Required action
With no addition or omission, return the entries below.
[Opening Records to use section]
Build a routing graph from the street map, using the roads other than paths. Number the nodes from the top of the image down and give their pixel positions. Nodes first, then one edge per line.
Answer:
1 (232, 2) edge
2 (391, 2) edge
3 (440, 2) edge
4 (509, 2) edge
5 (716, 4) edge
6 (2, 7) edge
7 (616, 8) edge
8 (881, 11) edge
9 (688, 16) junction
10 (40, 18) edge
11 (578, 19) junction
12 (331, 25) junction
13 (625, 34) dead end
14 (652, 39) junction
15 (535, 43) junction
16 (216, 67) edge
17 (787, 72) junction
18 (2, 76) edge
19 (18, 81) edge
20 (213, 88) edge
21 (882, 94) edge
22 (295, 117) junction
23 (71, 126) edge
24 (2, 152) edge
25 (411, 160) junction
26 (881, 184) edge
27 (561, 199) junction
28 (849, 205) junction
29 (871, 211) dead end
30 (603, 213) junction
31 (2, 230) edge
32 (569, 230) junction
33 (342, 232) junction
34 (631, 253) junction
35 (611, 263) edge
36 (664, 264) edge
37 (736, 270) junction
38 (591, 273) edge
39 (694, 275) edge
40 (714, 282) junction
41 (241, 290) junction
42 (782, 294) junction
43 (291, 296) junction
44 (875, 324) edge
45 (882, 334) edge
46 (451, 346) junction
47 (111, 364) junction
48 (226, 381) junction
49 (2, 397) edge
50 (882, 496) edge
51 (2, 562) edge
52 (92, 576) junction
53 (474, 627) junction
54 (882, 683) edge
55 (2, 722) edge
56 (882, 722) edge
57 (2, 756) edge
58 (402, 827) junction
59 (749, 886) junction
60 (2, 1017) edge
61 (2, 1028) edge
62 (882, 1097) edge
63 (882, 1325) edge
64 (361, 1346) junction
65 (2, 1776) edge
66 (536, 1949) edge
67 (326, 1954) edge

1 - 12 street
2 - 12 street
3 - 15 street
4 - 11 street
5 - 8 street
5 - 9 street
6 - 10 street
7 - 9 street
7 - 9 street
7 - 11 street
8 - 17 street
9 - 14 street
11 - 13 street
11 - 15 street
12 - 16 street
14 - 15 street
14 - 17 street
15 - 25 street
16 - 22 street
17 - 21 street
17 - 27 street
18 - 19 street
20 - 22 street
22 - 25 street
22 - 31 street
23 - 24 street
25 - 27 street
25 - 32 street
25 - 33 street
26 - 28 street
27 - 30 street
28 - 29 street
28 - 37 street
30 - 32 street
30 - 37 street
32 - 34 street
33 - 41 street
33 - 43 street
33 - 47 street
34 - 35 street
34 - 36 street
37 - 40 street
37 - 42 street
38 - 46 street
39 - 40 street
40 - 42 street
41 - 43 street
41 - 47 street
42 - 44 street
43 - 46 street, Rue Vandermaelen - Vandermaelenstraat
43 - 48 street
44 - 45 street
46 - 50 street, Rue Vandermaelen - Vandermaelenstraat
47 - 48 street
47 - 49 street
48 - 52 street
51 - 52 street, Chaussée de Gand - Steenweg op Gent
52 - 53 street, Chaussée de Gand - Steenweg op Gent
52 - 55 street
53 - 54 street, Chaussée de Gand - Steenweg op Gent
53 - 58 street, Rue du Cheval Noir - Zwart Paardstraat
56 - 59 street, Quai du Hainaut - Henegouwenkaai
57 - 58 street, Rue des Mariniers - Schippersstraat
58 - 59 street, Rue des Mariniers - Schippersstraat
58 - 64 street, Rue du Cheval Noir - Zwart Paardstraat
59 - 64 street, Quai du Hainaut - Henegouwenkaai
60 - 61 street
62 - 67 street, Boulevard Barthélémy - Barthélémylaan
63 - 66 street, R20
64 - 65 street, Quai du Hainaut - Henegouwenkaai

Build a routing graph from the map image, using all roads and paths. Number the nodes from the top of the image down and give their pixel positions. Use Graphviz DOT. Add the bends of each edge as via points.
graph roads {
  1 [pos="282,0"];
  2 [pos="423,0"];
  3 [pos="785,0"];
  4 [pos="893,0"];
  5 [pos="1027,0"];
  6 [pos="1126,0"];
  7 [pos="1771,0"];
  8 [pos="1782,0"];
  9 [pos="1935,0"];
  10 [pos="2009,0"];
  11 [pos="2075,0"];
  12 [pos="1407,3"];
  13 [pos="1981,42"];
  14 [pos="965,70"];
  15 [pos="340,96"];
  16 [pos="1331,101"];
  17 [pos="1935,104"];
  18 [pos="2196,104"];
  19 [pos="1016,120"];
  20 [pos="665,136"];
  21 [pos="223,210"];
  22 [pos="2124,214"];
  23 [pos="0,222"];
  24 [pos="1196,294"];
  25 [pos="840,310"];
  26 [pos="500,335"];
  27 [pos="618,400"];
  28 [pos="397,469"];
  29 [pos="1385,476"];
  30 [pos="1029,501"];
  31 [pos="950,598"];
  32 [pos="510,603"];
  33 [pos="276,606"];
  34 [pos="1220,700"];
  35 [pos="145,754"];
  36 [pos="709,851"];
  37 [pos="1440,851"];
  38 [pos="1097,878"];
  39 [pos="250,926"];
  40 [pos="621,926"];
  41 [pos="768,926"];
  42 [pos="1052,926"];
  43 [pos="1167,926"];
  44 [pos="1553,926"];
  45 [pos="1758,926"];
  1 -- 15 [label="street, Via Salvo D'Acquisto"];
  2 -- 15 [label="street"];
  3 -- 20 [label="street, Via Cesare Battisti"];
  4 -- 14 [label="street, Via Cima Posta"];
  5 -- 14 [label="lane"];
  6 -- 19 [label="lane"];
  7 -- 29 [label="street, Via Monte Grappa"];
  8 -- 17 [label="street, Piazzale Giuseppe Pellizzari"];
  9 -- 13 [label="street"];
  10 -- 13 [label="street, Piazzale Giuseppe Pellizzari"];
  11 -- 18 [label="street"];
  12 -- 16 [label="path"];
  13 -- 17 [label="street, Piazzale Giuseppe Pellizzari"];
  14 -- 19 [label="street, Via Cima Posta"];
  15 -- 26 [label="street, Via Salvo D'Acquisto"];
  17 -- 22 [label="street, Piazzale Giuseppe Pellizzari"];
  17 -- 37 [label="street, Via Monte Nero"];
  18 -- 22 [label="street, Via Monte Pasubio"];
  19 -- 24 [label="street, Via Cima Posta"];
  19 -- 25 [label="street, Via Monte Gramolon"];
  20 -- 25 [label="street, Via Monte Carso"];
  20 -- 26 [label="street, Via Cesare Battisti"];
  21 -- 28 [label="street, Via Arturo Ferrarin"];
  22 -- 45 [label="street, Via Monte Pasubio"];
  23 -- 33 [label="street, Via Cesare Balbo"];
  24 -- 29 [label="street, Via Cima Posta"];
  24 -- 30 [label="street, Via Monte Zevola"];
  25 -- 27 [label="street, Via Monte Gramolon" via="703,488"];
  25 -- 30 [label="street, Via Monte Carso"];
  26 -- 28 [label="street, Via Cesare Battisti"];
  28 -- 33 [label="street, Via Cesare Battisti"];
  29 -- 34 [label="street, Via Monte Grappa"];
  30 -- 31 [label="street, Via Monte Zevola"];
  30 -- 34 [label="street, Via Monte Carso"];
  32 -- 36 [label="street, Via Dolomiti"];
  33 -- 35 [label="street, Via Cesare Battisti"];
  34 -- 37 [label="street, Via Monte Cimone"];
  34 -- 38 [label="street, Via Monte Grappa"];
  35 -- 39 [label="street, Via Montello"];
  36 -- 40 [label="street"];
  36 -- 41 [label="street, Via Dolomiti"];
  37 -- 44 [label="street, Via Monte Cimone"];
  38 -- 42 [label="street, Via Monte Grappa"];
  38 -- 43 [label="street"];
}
[Closing Records to use section]
Task output
Build a routing graph from the street map, using the roads other than paths. Number the nodes from the top of the image down and give their pixel positions. Nodes first, then one edge per line.
Answer:
1 (232, 2) edge
2 (391, 2) edge
3 (440, 2) edge
4 (509, 2) edge
5 (716, 4) edge
6 (2, 7) edge
7 (616, 8) edge
8 (881, 11) edge
9 (688, 16) junction
10 (40, 18) edge
11 (578, 19) junction
12 (331, 25) junction
13 (625, 34) dead end
14 (652, 39) junction
15 (535, 43) junction
16 (216, 67) edge
17 (787, 72) junction
18 (2, 76) edge
19 (18, 81) edge
20 (213, 88) edge
21 (882, 94) edge
22 (295, 117) junction
23 (71, 126) edge
24 (2, 152) edge
25 (411, 160) junction
26 (881, 184) edge
27 (561, 199) junction
28 (849, 205) junction
29 (871, 211) dead end
30 (603, 213) junction
31 (2, 230) edge
32 (569, 230) junction
33 (342, 232) junction
34 (631, 253) junction
35 (611, 263) edge
36 (664, 264) edge
37 (736, 270) junction
38 (591, 273) edge
39 (694, 275) edge
40 (714, 282) junction
41 (241, 290) junction
42 (782, 294) junction
43 (291, 296) junction
44 (875, 324) edge
45 (882, 334) edge
46 (451, 346) junction
47 (111, 364) junction
48 (226, 381) junction
49 (2, 397) edge
50 (882, 496) edge
51 (2, 562) edge
52 (92, 576) junction
53 (474, 627) junction
54 (882, 683) edge
55 (2, 722) edge
56 (882, 722) edge
57 (2, 756) edge
58 (402, 827) junction
59 (749, 886) junction
60 (2, 1017) edge
61 (2, 1028) edge
62 (882, 1097) edge
63 (882, 1325) edge
64 (361, 1346) junction
65 (2, 1776) edge
66 (536, 1949) edge
67 (326, 1954) edge

1 - 12 street
2 - 12 street
3 - 15 street
4 - 11 street
5 - 8 street
5 - 9 street
6 - 10 street
7 - 9 street
7 - 9 street
7 - 11 street
8 - 17 street
9 - 14 street
11 - 13 street
11 - 15 street
12 - 16 street
14 - 15 street
14 - 17 street
15 - 25 street
16 - 22 street
17 - 21 street
17 - 27 street
18 - 19 street
20 - 22 street
22 - 25 street
22 - 31 street
23 - 24 street
25 - 27 street
25 - 32 street
25 - 33 street
26 - 28 street
27 - 30 street
28 - 29 street
28 - 37 street
30 - 32 street
30 - 37 street
32 - 34 street
33 - 41 street
33 - 43 street
33 - 47 street
34 - 35 street
34 - 36 street
37 - 40 street
37 - 42 street
38 - 46 street
39 - 40 street
40 - 42 street
41 - 43 street
41 - 47 street
42 - 44 street
43 - 46 street, Rue Vandermaelen - Vandermaelenstraat
43 - 48 street
44 - 45 street
46 - 50 street, Rue Vandermaelen - Vandermaelenstraat
47 - 48 street
47 - 49 street
48 - 52 street
51 - 52 street, Chaussée de Gand - Steenweg op Gent
52 - 53 street, Chaussée de Gand - Steenweg op Gent
52 - 55 street
53 - 54 street, Chaussée de Gand - Steenweg op Gent
53 - 58 street, Rue du Cheval Noir - Zwart Paardstraat
56 - 59 street, Quai du Hainaut - Henegouwenkaai
57 - 58 street, Rue des Mariniers - Schippersstraat
58 - 59 street, Rue des Mariniers - Schippersstraat
58 - 64 street, Rue du Cheval Noir - Zwart Paardstraat
59 - 64 street, Quai du Hainaut - Henegouwenkaai
60 - 61 street
62 - 67 street, Boulevard Barthélémy - Barthélémylaan
63 - 66 street, R20
64 - 65 street, Quai du Hainaut - Henegouwenkaai

Build a routing graph from the map image, using all roads and paths. Number the nodes from the top of the image down and give their pixel positions. Use Graphviz DOT. Add the bends of each edge as via points.
graph roads {
  1 [pos="282,0"];
  2 [pos="423,0"];
  3 [pos="785,0"];
  4 [pos="893,0"];
  5 [pos="1027,0"];
  6 [pos="1126,0"];
  7 [pos="1771,0"];
  8 [pos="1782,0"];
  9 [pos="1935,0"];
  10 [pos="2009,0"];
  11 [pos="2075,0"];
  12 [pos="1407,3"];
  13 [pos="1981,42"];
  14 [pos="965,70"];
  15 [pos="340,96"];
  16 [pos="1331,101"];
  17 [pos="1935,104"];
  18 [pos="2196,104"];
  19 [pos="1016,120"];
  20 [pos="665,136"];
  21 [pos="223,210"];
  22 [pos="2124,214"];
  23 [pos="0,222"];
  24 [pos="1196,294"];
  25 [pos="840,310"];
  26 [pos="500,335"];
  27 [pos="618,400"];
  28 [pos="397,469"];
  29 [pos="1385,476"];
  30 [pos="1029,501"];
  31 [pos="950,598"];
  32 [pos="510,603"];
  33 [pos="276,606"];
  34 [pos="1220,700"];
  35 [pos="145,754"];
  36 [pos="709,851"];
  37 [pos="1440,851"];
  38 [pos="1097,878"];
  39 [pos="250,926"];
  40 [pos="621,926"];
  41 [pos="768,926"];
  42 [pos="1052,926"];
  43 [pos="1167,926"];
  44 [pos="1553,926"];
  45 [pos="1758,926"];
  1 -- 15 [label="street, Via Salvo D'Acquisto"];
  2 -- 15 [label="street"];
  3 -- 20 [label="street, Via Cesare Battisti"];
  4 -- 14 [label="street, Via Cima Posta"];
  5 -- 14 [label="lane"];
  6 -- 19 [label="lane"];
  7 -- 29 [label="street, Via Monte Grappa"];
  8 -- 17 [label="street, Piazzale Giuseppe Pellizzari"];
  9 -- 13 [label="street"];
  10 -- 13 [label="street, Piazzale Giuseppe Pellizzari"];
  11 -- 18 [label="street"];
  12 -- 16 [label="path"];
  13 -- 17 [label="street, Piazzale Giuseppe Pellizzari"];
  14 -- 19 [label="street, Via Cima Posta"];
  15 -- 26 [label="street, Via Salvo D'Acquisto"];
  17 -- 22 [label="street, Piazzale Giuseppe Pellizzari"];
  17 -- 37 [label="street, Via Monte Nero"];
  18 -- 22 [label="street, Via Monte Pasubio"];
  19 -- 24 [label="street, Via Cima Posta"];
  19 -- 25 [label="street, Via Monte Gramolon"];
  20 -- 25 [label="street, Via Monte Carso"];
  20 -- 26 [label="street, Via Cesare Battisti"];
  21 -- 28 [label="street, Via Arturo Ferrarin"];
  22 -- 45 [label="street, Via Monte Pasubio"];
  23 -- 33 [label="street, Via Cesare Balbo"];
  24 -- 29 [label="street, Via Cima Posta"];
  24 -- 30 [label="street, Via Monte Zevola"];
  25 -- 27 [label="street, Via Monte Gramolon" via="703,488"];
  25 -- 30 [label="street, Via Monte Carso"];
  26 -- 28 [label="street, Via Cesare Battisti"];
  28 -- 33 [label="street, Via Cesare Battisti"];
  29 -- 34 [label="street, Via Monte Grappa"];
  30 -- 31 [label="street, Via Monte Zevola"];
  30 -- 34 [label="street, Via Monte Carso"];
  32 -- 36 [label="street, Via Dolomiti"];
  33 -- 35 [label="street, Via Cesare Battisti"];
  34 -- 37 [label="street, Via Monte Cimone"];
  34 -- 38 [label="street, Via Monte Grappa"];
  35 -- 39 [label="street, Via Montello"];
  36 -- 40 [label="street"];
  36 -- 41 [label="street, Via Dolomiti"];
  37 -- 44 [label="street, Via Monte Cimone"];
  38 -- 42 [label="street, Via Monte Grappa"];
  38 -- 43 [label="street"];
}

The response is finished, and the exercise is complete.